I had expected physiotherapy specific to the pathology of the sacroiliac joint, but now I realize that it is not really like that. We must learn from his facility's approach, because they see a significant number of patients per year who could not be treated anywhere else and achieve results with their treatment. It is challenging to choose surgical treatment for patients with  chronic pain syndromes, in particular those involving the sacroiliac joint. Spine and Joint Center's approach is different in depth from other physical therapies. If there is still no alternative after such a treatment of them, then we should perform surgery.
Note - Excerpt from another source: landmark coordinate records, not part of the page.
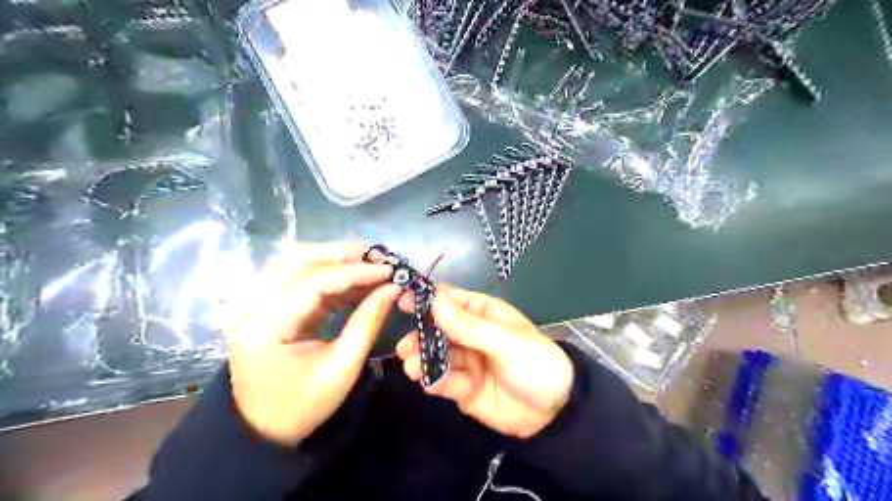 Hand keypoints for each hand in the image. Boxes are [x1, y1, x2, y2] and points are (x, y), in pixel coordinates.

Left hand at [226, 242, 397, 446]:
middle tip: (378, 255)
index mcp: (267, 325)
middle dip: (341, 253)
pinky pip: (298, 278)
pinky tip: (354, 280)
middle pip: (297, 259)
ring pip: (295, 262)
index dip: (356, 272)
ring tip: (368, 261)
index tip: (389, 270)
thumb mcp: (342, 368)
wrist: (261, 430)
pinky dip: (328, 274)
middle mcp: (253, 304)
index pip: (315, 282)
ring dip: (333, 258)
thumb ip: (368, 323)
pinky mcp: (266, 305)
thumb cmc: (303, 405)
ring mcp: (255, 303)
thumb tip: (393, 289)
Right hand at [395, 286, 570, 437]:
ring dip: (423, 360)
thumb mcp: (504, 341)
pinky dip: (435, 381)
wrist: (555, 413)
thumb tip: (434, 300)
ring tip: (411, 366)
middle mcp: (471, 335)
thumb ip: (468, 325)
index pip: (451, 300)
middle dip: (420, 336)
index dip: (428, 299)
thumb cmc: (535, 363)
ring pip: (437, 356)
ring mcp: (467, 361)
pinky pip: (444, 380)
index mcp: (483, 313)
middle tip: (404, 347)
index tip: (402, 302)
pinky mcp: (464, 388)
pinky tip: (428, 382)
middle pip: (438, 330) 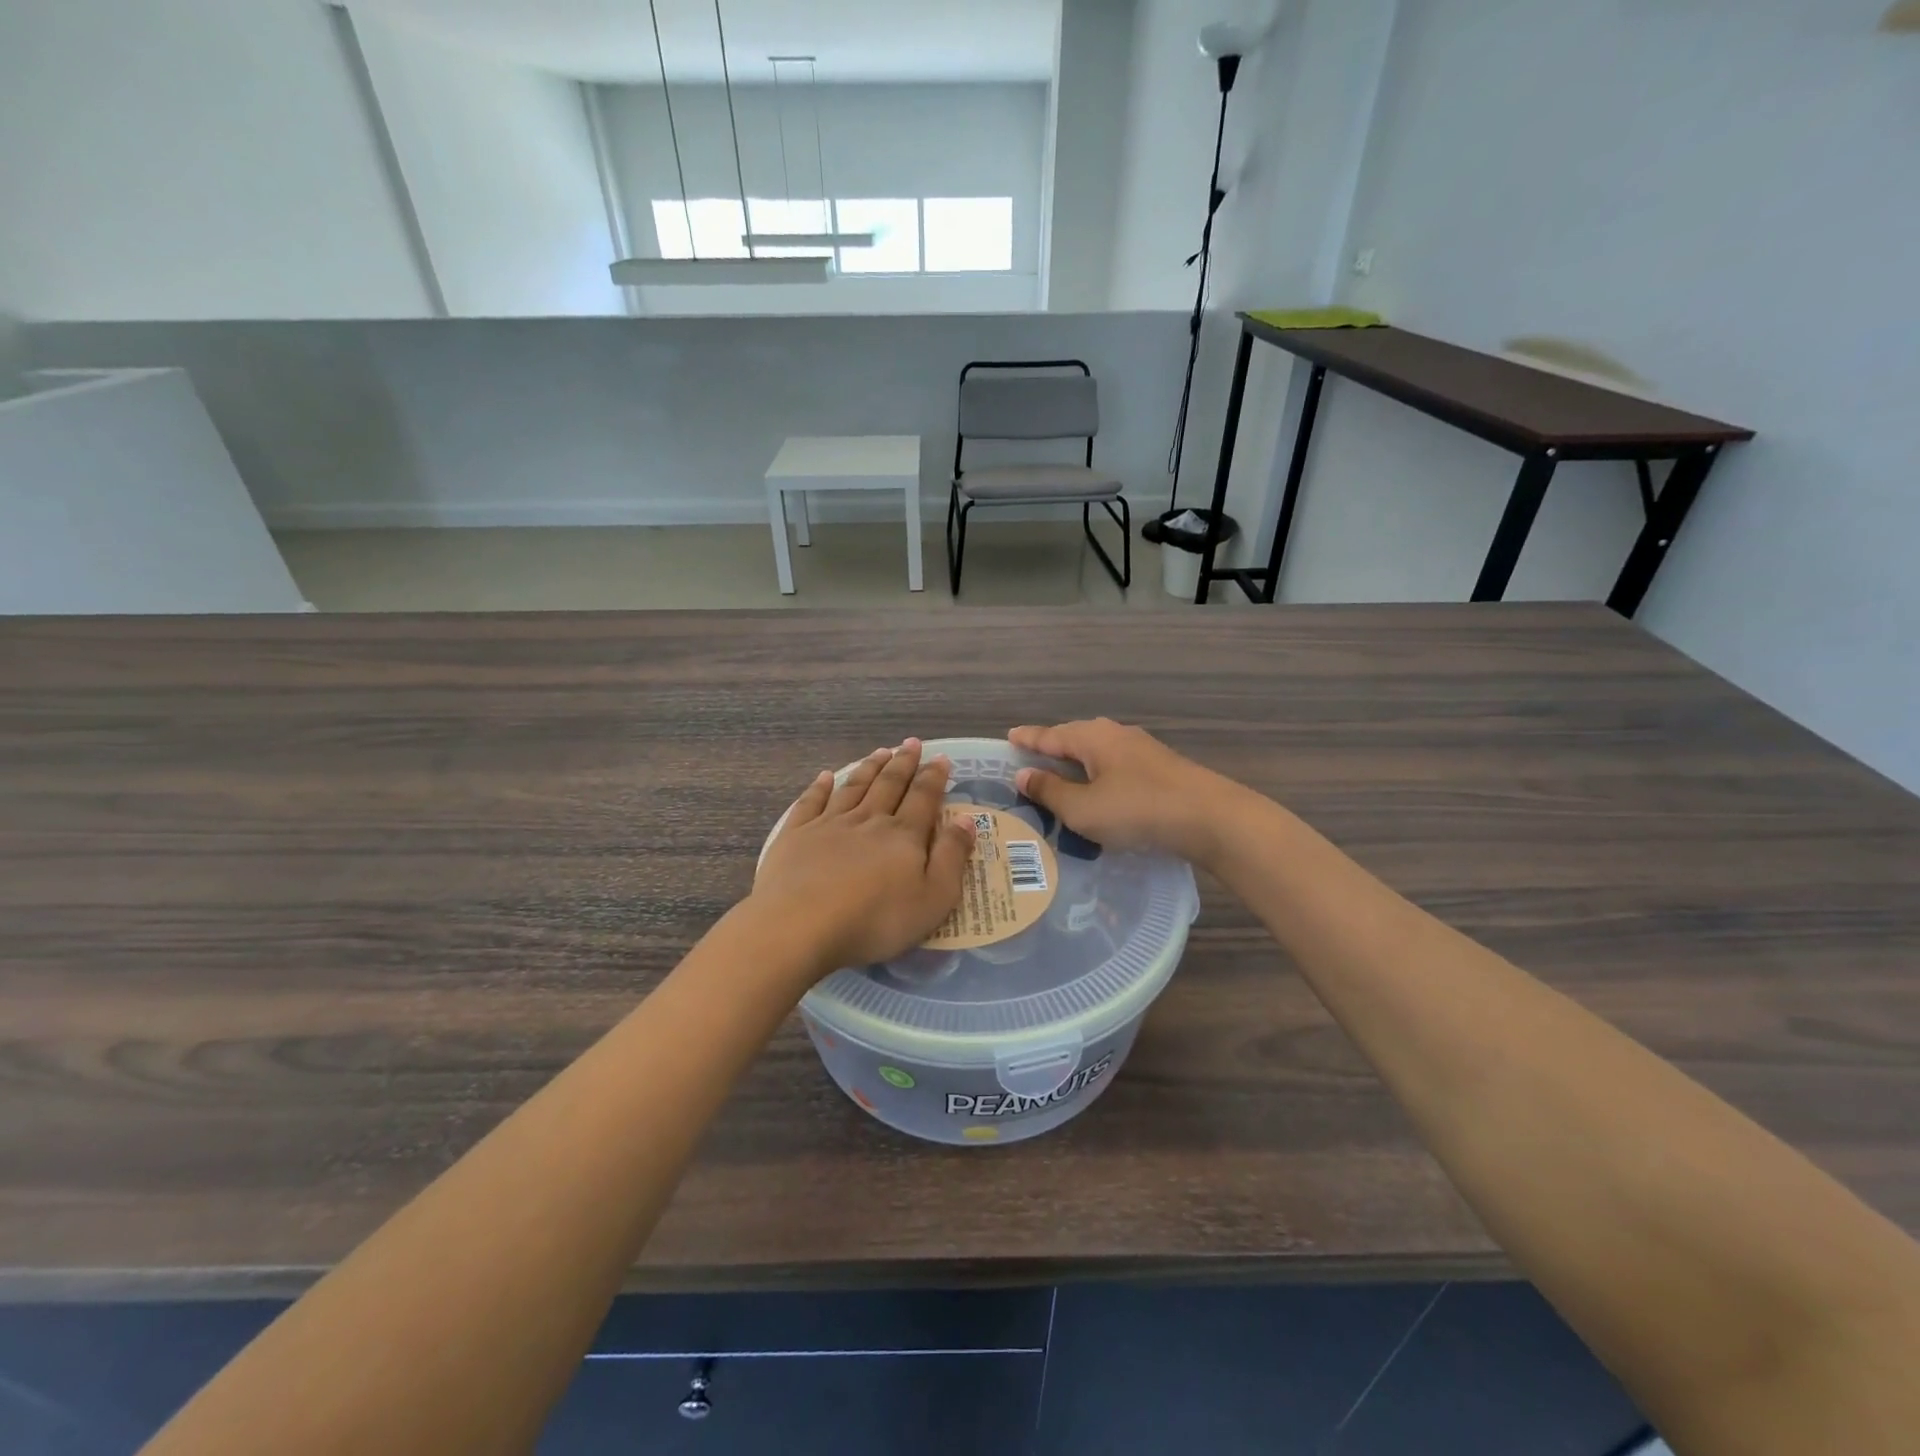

I would like to learn more from him and I would like my PT colleagues to learn at his facility for a period of time and bring back good things to Japan.

Additional Notes:

I learned of the existence of sacroiliac joint dysfunction from the effects of manual therapy techniques that specifically work on the sacroiliac joints. I asked Jan-Paul if there were any techniques that specifically work on the sacroiliac joints, and he said that in Europe, manual therapy, like our AKA Hakata method, usually tries to treat patients with its own techniques, and the patients become dependent on them. Also, as in paternalism, the patient is instructed not to do any unnecessary exercises after receiving manual therapies. Instead, patients need to be able to self-care. I believe that the time we can be associated with is a tiny part of the patient's lifetime, and a huge amount of time is under the patient's control. So his recommendation for self-care is very understandable.